╭─ RECORDS SHOWN
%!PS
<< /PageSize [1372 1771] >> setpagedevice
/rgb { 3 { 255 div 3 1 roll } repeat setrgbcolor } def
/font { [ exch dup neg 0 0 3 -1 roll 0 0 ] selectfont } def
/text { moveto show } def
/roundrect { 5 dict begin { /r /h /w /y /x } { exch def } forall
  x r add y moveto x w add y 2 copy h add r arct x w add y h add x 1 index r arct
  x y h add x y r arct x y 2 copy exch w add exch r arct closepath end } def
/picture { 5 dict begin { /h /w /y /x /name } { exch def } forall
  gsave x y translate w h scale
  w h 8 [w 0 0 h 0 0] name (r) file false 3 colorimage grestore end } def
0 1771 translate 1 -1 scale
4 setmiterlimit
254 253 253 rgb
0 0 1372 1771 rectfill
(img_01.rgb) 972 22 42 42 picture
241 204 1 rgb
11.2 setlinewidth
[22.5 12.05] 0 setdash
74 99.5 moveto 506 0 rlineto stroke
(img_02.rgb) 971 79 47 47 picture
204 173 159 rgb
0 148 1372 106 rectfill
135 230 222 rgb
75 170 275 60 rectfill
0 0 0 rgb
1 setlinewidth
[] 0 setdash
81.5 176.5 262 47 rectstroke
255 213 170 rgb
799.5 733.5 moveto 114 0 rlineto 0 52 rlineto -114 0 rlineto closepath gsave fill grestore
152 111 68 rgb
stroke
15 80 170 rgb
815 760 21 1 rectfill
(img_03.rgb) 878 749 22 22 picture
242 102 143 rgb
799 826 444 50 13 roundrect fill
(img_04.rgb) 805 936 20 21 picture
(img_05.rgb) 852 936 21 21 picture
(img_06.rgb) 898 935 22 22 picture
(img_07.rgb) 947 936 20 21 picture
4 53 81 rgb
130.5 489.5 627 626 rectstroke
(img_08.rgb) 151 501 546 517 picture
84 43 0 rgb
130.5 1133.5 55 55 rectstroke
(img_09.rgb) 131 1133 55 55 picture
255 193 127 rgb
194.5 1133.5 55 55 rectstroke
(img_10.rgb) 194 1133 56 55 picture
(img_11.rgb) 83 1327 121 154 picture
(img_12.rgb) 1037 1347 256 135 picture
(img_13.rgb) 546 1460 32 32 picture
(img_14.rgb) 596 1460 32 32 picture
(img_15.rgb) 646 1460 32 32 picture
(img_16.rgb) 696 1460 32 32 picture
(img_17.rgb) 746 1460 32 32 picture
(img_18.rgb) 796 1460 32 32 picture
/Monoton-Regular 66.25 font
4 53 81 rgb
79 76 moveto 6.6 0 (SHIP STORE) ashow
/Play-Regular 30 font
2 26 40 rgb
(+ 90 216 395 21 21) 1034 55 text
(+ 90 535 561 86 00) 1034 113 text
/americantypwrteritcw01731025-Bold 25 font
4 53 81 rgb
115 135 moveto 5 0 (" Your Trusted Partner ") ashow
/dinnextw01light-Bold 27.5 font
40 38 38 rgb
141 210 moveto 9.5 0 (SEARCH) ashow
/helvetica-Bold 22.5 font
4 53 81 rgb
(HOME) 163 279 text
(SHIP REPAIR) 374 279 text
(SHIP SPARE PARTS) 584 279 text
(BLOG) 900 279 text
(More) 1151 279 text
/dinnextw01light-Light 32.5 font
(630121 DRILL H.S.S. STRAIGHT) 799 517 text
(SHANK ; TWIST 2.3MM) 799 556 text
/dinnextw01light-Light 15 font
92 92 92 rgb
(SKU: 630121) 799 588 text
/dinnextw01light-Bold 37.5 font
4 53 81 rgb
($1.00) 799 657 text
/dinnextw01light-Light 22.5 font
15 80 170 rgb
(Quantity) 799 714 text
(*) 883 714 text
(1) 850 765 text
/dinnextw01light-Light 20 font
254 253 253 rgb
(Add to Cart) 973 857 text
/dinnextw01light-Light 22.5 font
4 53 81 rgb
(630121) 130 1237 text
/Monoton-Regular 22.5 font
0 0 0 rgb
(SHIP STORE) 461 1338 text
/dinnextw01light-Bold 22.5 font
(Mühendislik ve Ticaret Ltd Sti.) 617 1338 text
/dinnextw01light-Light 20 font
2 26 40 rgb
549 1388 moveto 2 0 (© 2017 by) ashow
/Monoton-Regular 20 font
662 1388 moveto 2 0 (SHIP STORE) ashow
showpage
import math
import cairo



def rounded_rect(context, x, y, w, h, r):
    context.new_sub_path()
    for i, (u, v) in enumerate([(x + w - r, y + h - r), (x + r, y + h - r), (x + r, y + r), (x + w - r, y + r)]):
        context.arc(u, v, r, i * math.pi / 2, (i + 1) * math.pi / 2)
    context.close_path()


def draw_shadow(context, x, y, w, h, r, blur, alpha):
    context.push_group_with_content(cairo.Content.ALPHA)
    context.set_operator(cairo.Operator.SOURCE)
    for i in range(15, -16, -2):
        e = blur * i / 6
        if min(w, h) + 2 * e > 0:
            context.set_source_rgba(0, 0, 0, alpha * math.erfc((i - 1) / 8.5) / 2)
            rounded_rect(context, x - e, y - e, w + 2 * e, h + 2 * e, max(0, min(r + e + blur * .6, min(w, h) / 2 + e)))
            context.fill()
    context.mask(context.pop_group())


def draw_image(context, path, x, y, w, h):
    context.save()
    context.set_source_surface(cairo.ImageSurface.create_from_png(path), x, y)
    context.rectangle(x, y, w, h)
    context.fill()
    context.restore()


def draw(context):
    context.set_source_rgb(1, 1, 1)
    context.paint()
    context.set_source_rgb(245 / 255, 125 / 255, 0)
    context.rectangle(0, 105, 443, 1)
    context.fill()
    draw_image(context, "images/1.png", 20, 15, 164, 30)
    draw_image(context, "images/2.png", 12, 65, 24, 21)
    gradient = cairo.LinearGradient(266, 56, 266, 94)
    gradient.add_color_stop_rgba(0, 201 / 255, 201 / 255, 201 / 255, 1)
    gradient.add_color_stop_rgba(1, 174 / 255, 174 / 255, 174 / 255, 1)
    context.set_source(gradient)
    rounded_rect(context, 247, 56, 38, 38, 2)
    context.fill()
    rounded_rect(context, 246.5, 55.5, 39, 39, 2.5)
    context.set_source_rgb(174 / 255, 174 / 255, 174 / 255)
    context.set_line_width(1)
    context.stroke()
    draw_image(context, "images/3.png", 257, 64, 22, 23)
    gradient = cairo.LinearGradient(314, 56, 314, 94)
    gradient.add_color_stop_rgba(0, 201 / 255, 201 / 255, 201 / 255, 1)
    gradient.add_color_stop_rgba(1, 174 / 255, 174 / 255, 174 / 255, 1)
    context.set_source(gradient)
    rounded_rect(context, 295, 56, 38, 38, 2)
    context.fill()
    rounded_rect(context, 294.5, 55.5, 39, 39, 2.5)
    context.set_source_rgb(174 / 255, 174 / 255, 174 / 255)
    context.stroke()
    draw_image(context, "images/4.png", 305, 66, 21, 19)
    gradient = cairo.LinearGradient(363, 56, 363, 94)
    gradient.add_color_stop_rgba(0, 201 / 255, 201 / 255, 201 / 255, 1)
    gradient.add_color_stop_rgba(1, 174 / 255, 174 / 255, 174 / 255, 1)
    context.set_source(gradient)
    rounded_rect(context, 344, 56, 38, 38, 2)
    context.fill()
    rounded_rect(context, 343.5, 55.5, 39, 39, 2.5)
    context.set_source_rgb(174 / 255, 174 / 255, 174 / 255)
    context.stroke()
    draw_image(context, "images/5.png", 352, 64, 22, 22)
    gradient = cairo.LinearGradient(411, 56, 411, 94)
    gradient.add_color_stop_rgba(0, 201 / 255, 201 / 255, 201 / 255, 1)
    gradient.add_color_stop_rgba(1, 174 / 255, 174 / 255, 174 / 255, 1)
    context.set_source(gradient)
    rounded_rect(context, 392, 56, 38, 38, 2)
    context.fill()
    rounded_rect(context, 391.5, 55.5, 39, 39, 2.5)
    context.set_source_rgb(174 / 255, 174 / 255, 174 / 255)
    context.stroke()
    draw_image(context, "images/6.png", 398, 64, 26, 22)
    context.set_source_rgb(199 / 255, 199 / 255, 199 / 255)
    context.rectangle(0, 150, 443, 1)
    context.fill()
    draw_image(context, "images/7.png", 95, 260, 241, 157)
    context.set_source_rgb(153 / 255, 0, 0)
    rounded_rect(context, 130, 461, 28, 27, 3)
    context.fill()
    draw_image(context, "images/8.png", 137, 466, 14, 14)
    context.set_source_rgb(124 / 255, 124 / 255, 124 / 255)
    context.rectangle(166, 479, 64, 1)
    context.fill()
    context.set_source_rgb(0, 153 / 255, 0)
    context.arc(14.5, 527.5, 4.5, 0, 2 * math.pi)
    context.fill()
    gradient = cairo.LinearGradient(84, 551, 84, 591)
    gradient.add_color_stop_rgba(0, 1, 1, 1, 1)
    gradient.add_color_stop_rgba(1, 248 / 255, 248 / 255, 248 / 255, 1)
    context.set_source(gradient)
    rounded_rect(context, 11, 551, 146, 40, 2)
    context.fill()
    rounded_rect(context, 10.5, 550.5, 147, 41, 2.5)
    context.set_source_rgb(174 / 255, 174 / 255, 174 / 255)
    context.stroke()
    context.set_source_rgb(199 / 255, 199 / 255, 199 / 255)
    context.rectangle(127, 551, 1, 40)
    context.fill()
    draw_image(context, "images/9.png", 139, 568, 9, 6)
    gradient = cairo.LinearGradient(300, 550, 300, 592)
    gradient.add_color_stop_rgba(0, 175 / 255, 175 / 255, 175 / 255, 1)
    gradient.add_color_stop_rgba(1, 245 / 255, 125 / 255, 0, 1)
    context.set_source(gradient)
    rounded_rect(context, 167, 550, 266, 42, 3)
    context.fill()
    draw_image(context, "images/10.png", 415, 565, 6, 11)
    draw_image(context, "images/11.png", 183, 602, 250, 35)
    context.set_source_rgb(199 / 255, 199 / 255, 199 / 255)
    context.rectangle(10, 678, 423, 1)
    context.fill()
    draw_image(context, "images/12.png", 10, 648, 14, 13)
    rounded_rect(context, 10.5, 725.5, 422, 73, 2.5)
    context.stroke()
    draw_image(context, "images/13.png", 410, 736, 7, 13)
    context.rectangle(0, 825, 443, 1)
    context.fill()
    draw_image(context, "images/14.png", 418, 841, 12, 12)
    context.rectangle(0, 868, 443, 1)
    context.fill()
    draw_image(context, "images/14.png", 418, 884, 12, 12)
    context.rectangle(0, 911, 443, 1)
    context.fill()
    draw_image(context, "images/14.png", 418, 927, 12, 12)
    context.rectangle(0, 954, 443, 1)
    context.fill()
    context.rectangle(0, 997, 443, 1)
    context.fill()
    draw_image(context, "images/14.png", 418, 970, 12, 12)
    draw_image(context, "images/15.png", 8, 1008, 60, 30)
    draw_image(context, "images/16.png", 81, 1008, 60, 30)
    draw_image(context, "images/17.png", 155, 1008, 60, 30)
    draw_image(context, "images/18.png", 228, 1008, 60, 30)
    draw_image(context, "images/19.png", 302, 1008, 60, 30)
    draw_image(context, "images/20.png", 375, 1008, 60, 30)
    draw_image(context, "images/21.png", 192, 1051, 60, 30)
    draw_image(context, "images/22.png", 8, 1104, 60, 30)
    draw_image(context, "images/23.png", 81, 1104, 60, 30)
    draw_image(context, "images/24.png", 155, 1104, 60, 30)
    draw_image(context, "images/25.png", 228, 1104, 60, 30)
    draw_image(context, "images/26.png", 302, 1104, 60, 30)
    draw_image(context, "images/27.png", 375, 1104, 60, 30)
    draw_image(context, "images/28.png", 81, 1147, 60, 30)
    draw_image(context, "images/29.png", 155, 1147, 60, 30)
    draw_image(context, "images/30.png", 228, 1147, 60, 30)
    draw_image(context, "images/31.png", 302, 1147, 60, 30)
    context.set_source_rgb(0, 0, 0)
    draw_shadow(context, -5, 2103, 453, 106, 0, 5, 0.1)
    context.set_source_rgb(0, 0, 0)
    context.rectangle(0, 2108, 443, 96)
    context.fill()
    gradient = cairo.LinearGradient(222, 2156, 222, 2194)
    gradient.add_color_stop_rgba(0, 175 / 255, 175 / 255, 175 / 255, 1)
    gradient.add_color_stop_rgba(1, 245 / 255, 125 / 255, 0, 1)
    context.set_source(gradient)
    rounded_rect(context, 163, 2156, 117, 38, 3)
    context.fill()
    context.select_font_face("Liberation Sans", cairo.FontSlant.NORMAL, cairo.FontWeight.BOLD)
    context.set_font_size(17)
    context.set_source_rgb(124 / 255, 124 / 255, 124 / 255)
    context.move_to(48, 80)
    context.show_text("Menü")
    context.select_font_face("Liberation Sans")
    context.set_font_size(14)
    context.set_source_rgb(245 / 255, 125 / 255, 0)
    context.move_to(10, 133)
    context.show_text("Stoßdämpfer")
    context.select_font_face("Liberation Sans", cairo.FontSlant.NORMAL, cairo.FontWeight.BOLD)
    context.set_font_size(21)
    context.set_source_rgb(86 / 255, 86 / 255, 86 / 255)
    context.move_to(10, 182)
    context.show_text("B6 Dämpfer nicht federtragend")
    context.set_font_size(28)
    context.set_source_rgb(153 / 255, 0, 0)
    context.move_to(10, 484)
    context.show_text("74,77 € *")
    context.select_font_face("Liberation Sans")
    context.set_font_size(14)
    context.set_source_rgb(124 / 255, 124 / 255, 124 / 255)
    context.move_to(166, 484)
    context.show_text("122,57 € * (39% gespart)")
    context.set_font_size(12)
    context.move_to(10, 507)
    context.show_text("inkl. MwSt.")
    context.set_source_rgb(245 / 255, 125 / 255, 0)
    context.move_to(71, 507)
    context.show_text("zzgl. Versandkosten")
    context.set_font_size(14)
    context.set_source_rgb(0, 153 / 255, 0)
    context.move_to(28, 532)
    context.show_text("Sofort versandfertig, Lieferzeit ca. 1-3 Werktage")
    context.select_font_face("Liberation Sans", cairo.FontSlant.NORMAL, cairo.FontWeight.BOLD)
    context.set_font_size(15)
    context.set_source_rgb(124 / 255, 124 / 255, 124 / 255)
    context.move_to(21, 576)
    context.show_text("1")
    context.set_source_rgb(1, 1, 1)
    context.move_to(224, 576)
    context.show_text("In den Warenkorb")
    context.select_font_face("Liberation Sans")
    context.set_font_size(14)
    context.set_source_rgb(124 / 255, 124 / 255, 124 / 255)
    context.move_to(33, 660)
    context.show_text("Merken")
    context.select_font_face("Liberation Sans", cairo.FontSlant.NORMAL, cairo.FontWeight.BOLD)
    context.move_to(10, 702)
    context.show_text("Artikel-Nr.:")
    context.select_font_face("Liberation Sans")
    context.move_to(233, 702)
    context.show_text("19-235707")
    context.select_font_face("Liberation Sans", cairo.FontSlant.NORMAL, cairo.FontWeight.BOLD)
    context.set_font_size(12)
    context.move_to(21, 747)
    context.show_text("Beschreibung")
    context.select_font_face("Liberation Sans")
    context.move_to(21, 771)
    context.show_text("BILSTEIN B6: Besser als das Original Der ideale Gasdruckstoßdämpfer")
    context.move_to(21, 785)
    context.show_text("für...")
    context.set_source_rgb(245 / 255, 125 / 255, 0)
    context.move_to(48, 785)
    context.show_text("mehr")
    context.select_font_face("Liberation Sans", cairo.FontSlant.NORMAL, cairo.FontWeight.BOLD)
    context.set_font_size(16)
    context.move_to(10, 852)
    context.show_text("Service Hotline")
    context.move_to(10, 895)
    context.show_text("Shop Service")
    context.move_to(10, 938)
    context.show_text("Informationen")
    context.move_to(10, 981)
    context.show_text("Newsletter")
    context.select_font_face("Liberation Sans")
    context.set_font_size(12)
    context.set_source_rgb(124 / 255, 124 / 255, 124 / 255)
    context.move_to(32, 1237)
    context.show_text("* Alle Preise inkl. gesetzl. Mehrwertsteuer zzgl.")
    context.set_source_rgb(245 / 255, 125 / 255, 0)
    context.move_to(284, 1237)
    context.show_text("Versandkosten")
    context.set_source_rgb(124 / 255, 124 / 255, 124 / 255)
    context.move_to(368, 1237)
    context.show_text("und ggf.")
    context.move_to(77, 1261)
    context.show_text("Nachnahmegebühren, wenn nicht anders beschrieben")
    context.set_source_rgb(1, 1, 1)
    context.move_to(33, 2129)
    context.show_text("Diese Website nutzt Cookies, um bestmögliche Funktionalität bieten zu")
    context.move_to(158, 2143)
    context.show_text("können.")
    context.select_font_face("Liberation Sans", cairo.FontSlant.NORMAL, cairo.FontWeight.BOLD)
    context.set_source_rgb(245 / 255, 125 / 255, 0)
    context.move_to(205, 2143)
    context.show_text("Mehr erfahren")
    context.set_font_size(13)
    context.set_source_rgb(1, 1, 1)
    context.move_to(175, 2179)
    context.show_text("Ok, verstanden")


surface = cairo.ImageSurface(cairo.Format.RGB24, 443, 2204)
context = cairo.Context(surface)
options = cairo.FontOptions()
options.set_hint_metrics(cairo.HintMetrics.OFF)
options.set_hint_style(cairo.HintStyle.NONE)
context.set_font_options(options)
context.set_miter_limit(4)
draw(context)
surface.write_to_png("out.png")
╰─
◆ **WHAT THE EXERCISE ASKS**:
Please go over the data above and copy each line with "scale" in it.

◆ **YOUR RESPONSE**:
  gsave x y translate w h scale
0 1771 translate 1 -1 scale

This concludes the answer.